Experiment #4: Initially we have a liquid. As the T is increased, we move into the gas region, but at no time do we cross the L-G line, i.e. at no time do these two phases coexist. There will be a smooth transition from the properties of a liquid to those of a gas.

Looking at the phase diagram below for sulphur, answer the following questions:

1. How many triple points are there? Which phases coexist at the triple points?
There are three.
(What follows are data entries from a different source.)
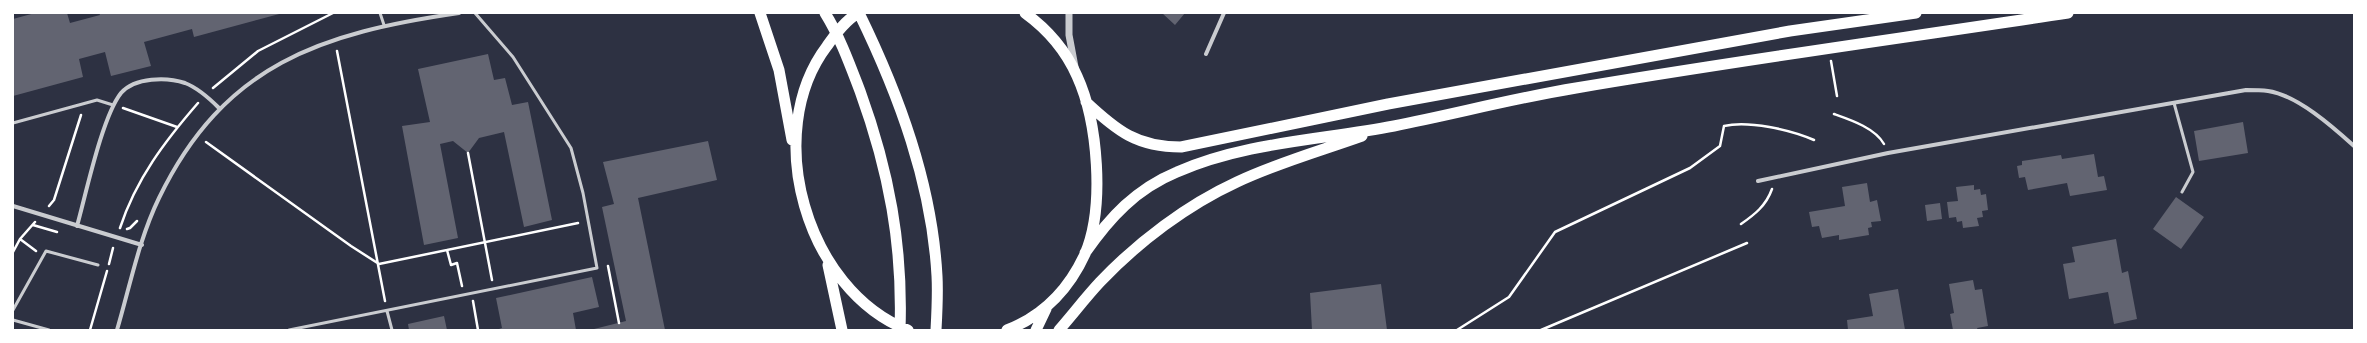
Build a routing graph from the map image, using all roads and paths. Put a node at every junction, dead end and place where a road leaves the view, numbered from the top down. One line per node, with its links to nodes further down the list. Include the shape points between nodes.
1 (380, 13): 13 (lane)
2 (459, 13): 12 (street)
3 (475, 13): 39 (lane, via 513,57 570,148)
4 (760, 13): 33 (highway, via 780,70)
5 (825, 13): 66 (highway, via 852,69 873,127 888,183 902,283)
6 (859, 13): 33 (highway, via 836,33 819,56 808,80 802,102); 68 (highway, via 882,59 921,174 937,275)
7 (1026, 13): 16 (highway, via 1053,38)
8 (1069, 13): 16 (street)
9 (1224, 13): 15 (street)
10 (1916, 13): 17 (highway, via 1758,37 1388,104 1181,147 1160,147 1140,142 1105,120)
11 (2068, 13): 25 (highway, via 1574,88)
12 (425, 15): 13 (street)
13 (384, 25): 14 (street)
14 (334, 38): 20 (street, via 279,63 247,84); 51 (path)
15 (1206, 54)
16 (1077, 75): 17 (highway)
17 (1086, 102): 48 (highway, via 1094,136 1096,171 1093,223)
18 (2174, 103): 29 (street, via 2246,90 2269,91 2292,99 2326,122); 32 (street); 36 (lane, via 2193,172)
19 (113, 105): 20 (street, via 122,92 138,82 158,79 184,83 199,91); 23 (lane, via 97,100); 24 (path); 41 (street)
20 (219, 108): 26 (street)
21 (81, 113): 38 (path, via 54,200)
22 (1834, 114): 32 (path, via 1880,138)
23 (13, 123)
24 (177, 126)
25 (1391, 127): 48 (highway, via 1235,152 1177,171 1125,203 1104,226); 71 (highway, via 1280,164 1236,182 1201,202 1131,253 1100,282)
26 (197, 137): 28 (path); 45 (street, via 158,198)
27 (1814, 140): 72 (path, via 1796,132 1737,123 1724,126 1720,146 1690,168 1555,232 1509,297)
28 (206, 143): 30 (path); 51 (path)
29 (2354, 146)
30 (202, 148)
31 (468, 153): 43 (path)
32 (1888, 153): 34 (street)
33 (795, 154): 50 (highway, via 800,185 813,230)
34 (1776, 178): 35 (street); 40 (path, via 1769,196 1758,213)
35 (1758, 181)
36 (2182, 192)
37 (13, 206): 38 (street)
38 (42, 215): 41 (street); 42 (path)
39 (588, 220): 43 (path); 53 (lane, via 597,268)
40 (1741, 224)
41 (77, 226): 45 (street)
42 (20, 239): 47 (path); 49 (path)
43 (486, 242): 46 (path); 53 (path)
44 (1747, 243): 73 (path)
45 (142, 245): 61 (street)
46 (447, 250): 51 (path); 55 (path, via 451,264 457,263)
47 (13, 252)
48 (1085, 253): 56 (highway, via 1071,278)
49 (43, 256): 52 (lane, via 46,251); 57 (lane)
50 (827, 261): 65 (highway); 67 (highway, via 856,296 880,315)
51 (378, 264): 58 (path)
52 (98, 265)
53 (493, 288): 54 (lane)
54 (472, 293): 55 (lane); 64 (path)
55 (463, 295): 58 (lane)
56 (1046, 309): 69 (highway); 70 (highway)
57 (13, 310)
58 (387, 311): 62 (lane); 63 (lane)
59 (13, 320): 60 (lane)
60 (49, 330)
61 (117, 330)
62 (289, 330)
63 (392, 330)
64 (478, 330)
65 (842, 330)
66 (900, 330)
67 (908, 330)
68 (936, 330)
69 (1007, 330)
70 (1036, 330)
71 (1059, 330)
72 (1457, 330)
73 (1541, 330)

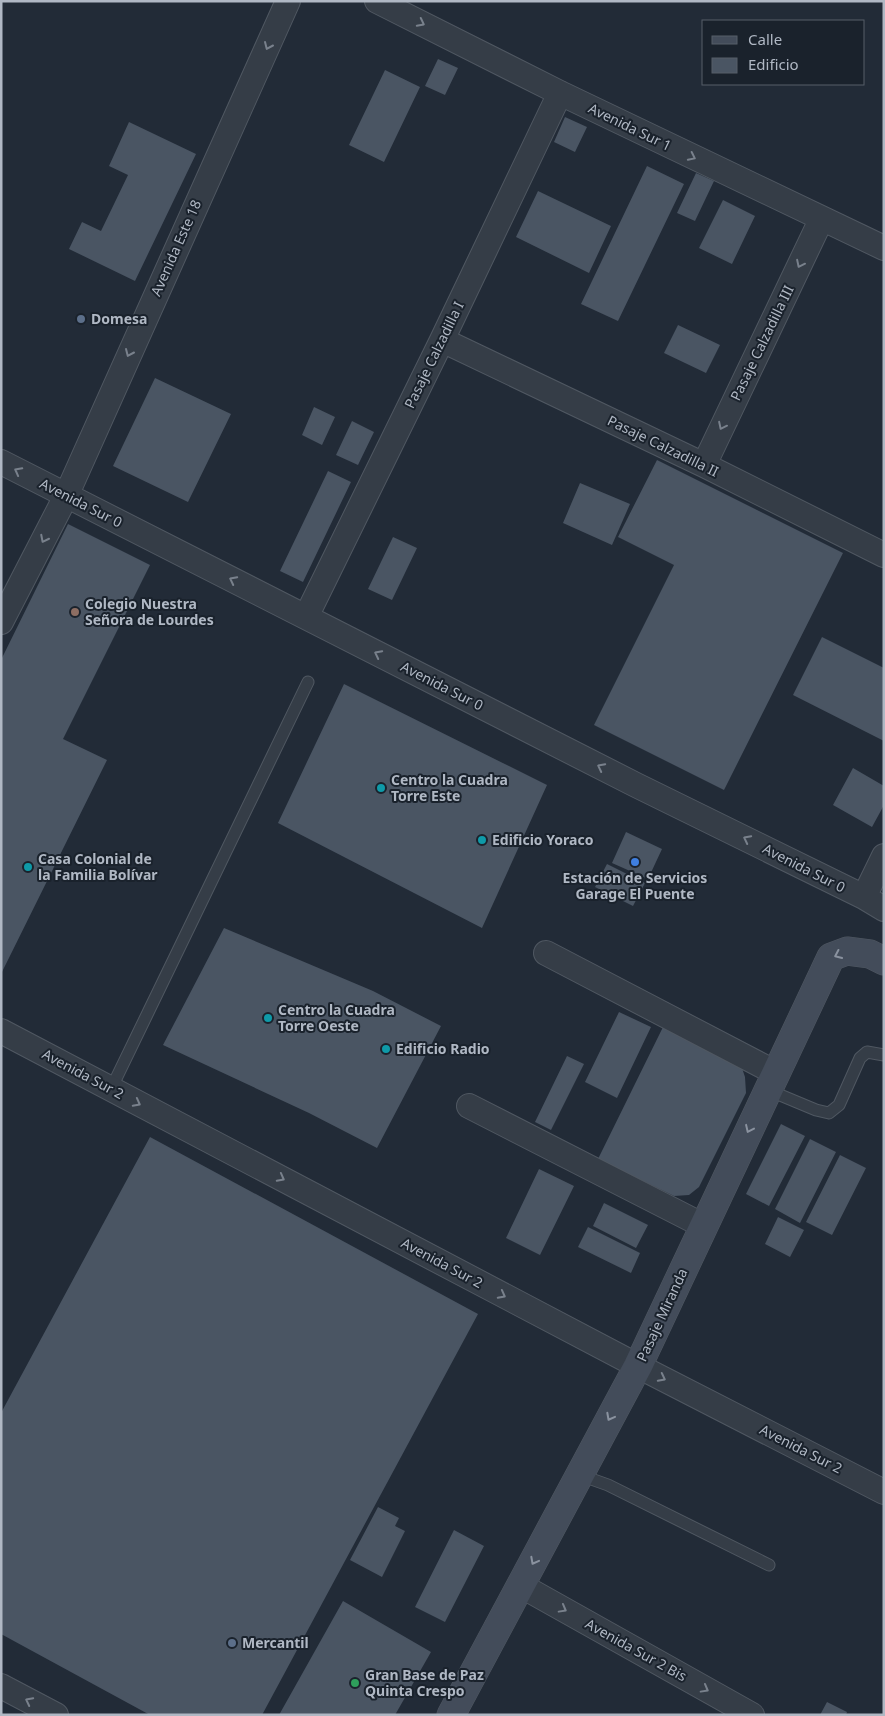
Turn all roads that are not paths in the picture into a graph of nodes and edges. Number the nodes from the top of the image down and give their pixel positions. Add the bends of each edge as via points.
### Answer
1 (288, 1) edge
2 (377, 1) edge
3 (560, 93) junction
4 (821, 220) junction
5 (884, 248) edge
6 (442, 340) junction
7 (1, 462) edge
8 (704, 465) junction
9 (66, 496) junction
10 (884, 555) edge
11 (306, 617) junction
12 (1, 622) edge
13 (308, 682) dead end
14 (884, 856) edge
15 (874, 903) edge
16 (546, 953) dead end
17 (884, 961) edge
18 (1, 1031) edge
19 (884, 1055) edge
20 (772, 1081) junction
21 (111, 1089) junction
22 (469, 1106) dead end
23 (704, 1226) junction
24 (638, 1366) junction
25 (580, 1475) junction
26 (884, 1492) edge
27 (769, 1565) dead end
28 (520, 1585) junction
29 (1, 1686) edge
30 (56, 1715) edge
31 (452, 1715) edge
32 (752, 1715) edge

1 -> 9 street, Avenida Este 18
2 -> 3 street, Avenida Sur 1
3 -> 4 street, Avenida Sur 1
3 - 6 street, Pasaje Calzadilla I
4 - 5 street, Avenida Sur 1
4 -> 8 street, Pasaje Calzadilla III
6 - 8 street, Pasaje Calzadilla II
6 - 11 street, Pasaje Calzadilla I
9 -> 7 street, Avenida Sur 0
8 - 10 street, Pasaje Calzadilla II
11 -> 9 street, Avenida Sur 0
9 -> 12 street, Avenida Este 18
15 -> 11 street, Avenida Sur 0
13 - 21 lane
14 - 15 street
16 - 20 street
17 -> 20 main road, Pasaje Miranda via 870,954 847,951 831,957
18 - 21 street, Avenida Sur 2
19 - 20 lane via 867,1052 860,1058 839,1106 829,1113 816,1110
20 -> 23 main road, Pasaje Miranda
21 -> 24 street, Avenida Sur 2
22 - 23 street
23 - 24 main road, Pasaje Miranda
24 -> 25 main road, Pasaje Miranda
24 -> 26 street, Avenida Sur 2
25 - 27 lane via 608,1485
25 -> 28 main road, Pasaje Miranda
28 - 31 main road, Pasaje Miranda
28 -> 32 street, Avenida Sur 2 Bis
30 -> 29 street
They are:
(i) Monoclinic, Rhombic, Liquid at 153^oC, 1420 atm
(ii) Monoclinic, Rhombic, Gas at 95.3^oC, 5.1 x 10^-6 atm
(iii) Monoclinic, Liquid, Gas at 115.2^oC, 3.2 x 10^-5 atm

3. What is the standard state of sulfur?
The standard state is the state of the element at 1 atm, 25^o C. From the figure, this is the rhombic form of the solid.

3. What is the stable phase at 1 atm and 100^oC?
Following the 1 atm line from the left, we see that at lower temepratures, the rhombic form is the most stable. At 95.4^oC, rhombic and monoclinic are in coexistence. From 95.4^oC to 115.21^oC, the monoclinic form is the most stable.

4. What are the normal melting and boiling points of sulfur?
Tm = temperature of coexistence of solid and liquid at 1 atm pressure. Note that this only occurs for one solid phase, the monoclinic in this case, at 115.21^oC.
Tb = temperature of coexistence of the liquid and gaseous phases at 1 atm, or 444.6^oC.

5. Which is the densest phase?
The densest phase occurs at the highest pressures! Note that all of the coesistence lines slope up to the right.This means that as we pressurize gaseous sulfur at low temperature, it will change the rhombic form, and stay that way no matter how high the pressure is. At moderate temperatures, it will change to the monoclinic form then at higher pressure back to the rhombic form. At high temperatures, as the pressure is increased, the liquid will form, then the rhombic solid form. In other words, no matter what the temperature is, the rhombic form is dominant at high pressure, i.e. it has the highest density.